OpenAPI Commands

Reference for every `listenhub openapi` command — the API-key namespace for scripts and CI.

The listenhub openapi namespace runs every command against your API key instead of an OAuth login. Use it on servers and in CI, where you control the environment and want a long-lived credential rather than an interactive browser flow.

Before you start, make the key available — set LISTENHUB_API_KEY or store it with listenhub openapi config set-key. See Authentication for where credentials live and how the CLI resolves them.

export LISTENHUB_API_KEY="lh_sk_..."
listenhub openapi speakers list --language en

Conventions used on this page

Every command in this namespace shares the same behavior:

Output. Human-readable text by default; --json / -j prints machine-readable JSON to stdout (errors go to stderr). Pipe JSON into jq.
Async creation.

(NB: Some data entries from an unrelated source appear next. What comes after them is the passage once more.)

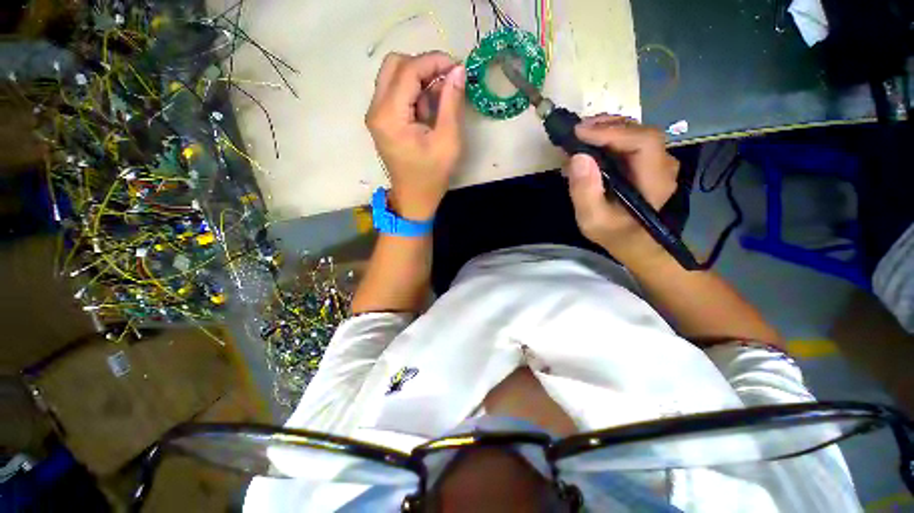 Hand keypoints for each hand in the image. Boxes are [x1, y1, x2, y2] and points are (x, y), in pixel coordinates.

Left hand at [365, 52, 465, 220]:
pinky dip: (413, 92)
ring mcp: (376, 114)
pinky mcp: (381, 120)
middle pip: (394, 65)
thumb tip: (458, 70)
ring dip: (419, 80)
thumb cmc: (432, 176)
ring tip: (439, 101)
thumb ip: (452, 103)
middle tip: (447, 80)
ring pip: (393, 76)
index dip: (434, 61)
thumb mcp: (448, 141)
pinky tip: (428, 110)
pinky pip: (395, 92)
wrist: (414, 199)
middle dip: (424, 66)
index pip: (408, 70)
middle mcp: (376, 110)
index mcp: (390, 116)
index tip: (457, 67)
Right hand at [565, 115, 679, 261]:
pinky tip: (590, 144)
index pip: (643, 142)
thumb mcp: (592, 220)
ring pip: (636, 132)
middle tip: (576, 131)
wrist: (634, 243)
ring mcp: (657, 162)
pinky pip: (630, 141)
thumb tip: (577, 157)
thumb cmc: (614, 234)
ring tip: (580, 136)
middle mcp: (662, 165)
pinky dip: (608, 137)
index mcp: (654, 181)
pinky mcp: (647, 162)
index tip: (579, 132)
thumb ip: (585, 192)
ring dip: (607, 129)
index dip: (611, 132)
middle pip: (640, 131)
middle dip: (607, 126) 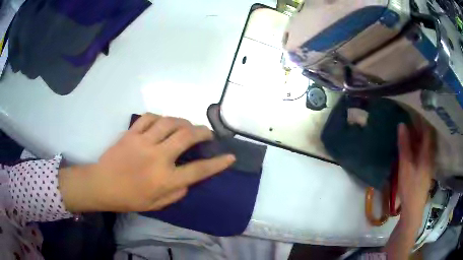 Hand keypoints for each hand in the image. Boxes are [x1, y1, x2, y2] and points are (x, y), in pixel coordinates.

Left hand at [60, 113, 234, 212]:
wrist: (102, 185)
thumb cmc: (130, 198)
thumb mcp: (158, 204)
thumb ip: (177, 192)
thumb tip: (188, 179)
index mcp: (165, 179)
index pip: (199, 170)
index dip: (218, 163)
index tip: (230, 156)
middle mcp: (158, 157)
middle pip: (187, 136)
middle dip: (202, 132)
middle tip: (207, 133)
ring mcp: (143, 142)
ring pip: (170, 122)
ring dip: (183, 121)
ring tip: (188, 126)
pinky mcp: (131, 133)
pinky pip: (149, 118)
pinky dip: (160, 118)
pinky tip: (163, 122)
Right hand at [397, 123, 433, 223]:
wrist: (412, 210)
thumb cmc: (410, 187)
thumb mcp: (405, 166)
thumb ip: (404, 146)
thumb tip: (401, 125)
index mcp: (427, 153)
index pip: (427, 130)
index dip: (421, 119)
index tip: (413, 111)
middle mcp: (430, 156)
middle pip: (426, 137)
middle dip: (419, 127)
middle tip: (408, 119)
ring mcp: (428, 164)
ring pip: (424, 145)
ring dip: (418, 137)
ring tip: (408, 131)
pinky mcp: (425, 171)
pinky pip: (422, 153)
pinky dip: (417, 147)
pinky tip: (411, 148) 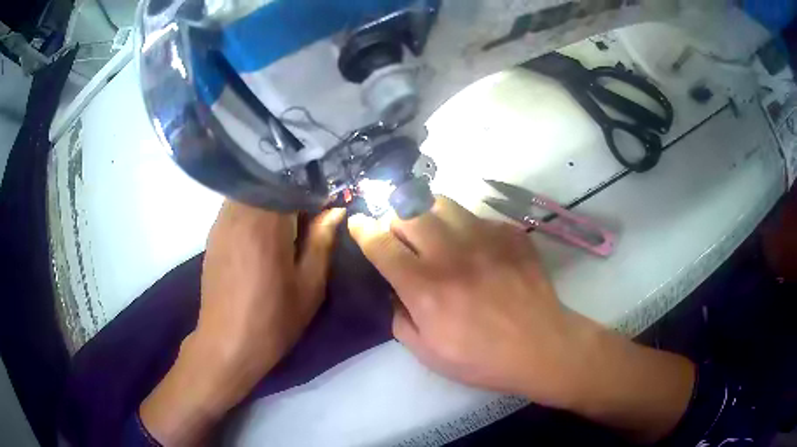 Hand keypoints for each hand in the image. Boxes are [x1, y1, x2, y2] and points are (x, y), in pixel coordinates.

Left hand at [140, 201, 344, 445]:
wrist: (227, 344)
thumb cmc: (273, 319)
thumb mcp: (309, 286)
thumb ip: (322, 242)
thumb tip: (335, 210)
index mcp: (265, 223)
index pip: (290, 182)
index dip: (312, 188)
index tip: (327, 203)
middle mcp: (238, 213)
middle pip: (268, 181)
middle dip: (291, 191)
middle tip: (310, 213)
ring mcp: (220, 222)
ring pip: (251, 192)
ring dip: (272, 199)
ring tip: (289, 223)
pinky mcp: (212, 235)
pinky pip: (237, 207)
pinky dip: (255, 210)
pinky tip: (265, 234)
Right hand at [348, 196, 593, 402]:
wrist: (540, 346)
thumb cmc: (481, 358)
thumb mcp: (427, 352)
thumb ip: (399, 318)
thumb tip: (393, 290)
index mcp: (425, 287)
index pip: (381, 244)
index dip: (363, 229)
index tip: (358, 223)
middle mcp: (451, 253)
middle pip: (408, 212)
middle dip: (394, 219)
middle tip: (400, 235)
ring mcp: (484, 238)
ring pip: (441, 202)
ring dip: (426, 214)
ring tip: (432, 232)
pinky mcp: (510, 233)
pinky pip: (476, 216)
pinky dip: (464, 226)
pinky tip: (474, 247) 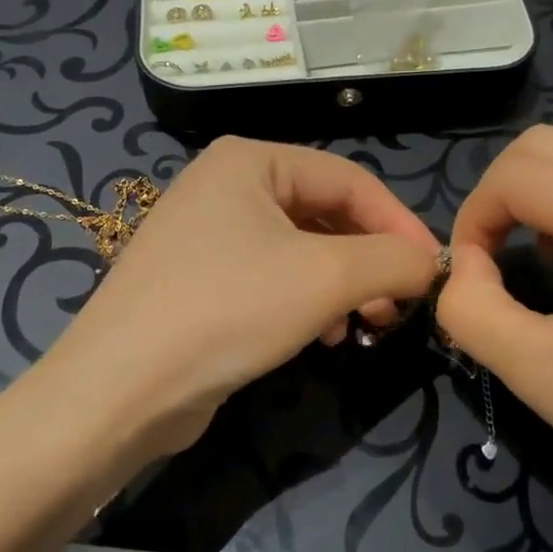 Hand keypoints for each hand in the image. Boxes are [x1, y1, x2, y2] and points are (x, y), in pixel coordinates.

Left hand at [52, 136, 441, 453]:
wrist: (119, 391)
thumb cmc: (227, 310)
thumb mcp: (325, 277)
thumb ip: (392, 259)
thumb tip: (431, 263)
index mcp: (250, 160)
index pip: (349, 179)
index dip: (399, 222)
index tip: (433, 270)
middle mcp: (226, 185)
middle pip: (325, 213)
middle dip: (369, 260)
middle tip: (397, 305)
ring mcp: (208, 233)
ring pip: (302, 249)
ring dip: (343, 284)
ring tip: (364, 324)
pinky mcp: (201, 278)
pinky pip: (273, 276)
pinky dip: (307, 300)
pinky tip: (324, 336)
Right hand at [435, 124, 552, 551]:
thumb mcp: (536, 373)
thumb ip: (470, 308)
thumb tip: (465, 265)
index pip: (513, 174)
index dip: (472, 218)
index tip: (471, 274)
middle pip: (547, 143)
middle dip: (504, 192)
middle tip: (496, 256)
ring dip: (550, 184)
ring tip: (548, 249)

Commands that start generation submit a job and then poll until it reaches a terminal state, printing a spinner. Polling runs on a 10-second interval. --no-wait returns the ID immediately and exits 0; --timeout <seconds> caps the wait (default varies by command, noted per group below).
Exit codes. 0 success, 1 error, 2 auth, 3 timeout.
Credits. Generation consumes credits. Use the relevant estimate command before creating, and check your balance with listenhub openapi subscription. Never assume a fixed cost.

Every command accepts --help / -h. Run listenhub openapi <group> <command> --help to see the exact flags for your installed version.

config

Manage the stored API key. The CLI reads LISTENHUB_API_KEY first, then the file written by set-key.

Command	Description
`config set-key`	Prompt for a key and store it at `~/.config/listenhub/openapi.json` (mode `0600`). The key must start with `lh_sk_`.
`config show`	Show the configured key (masked) and its source (`env` or `file`). Add `--json`. Exits `1` if nothing is configured.
`config clear`	Remove the stored key file.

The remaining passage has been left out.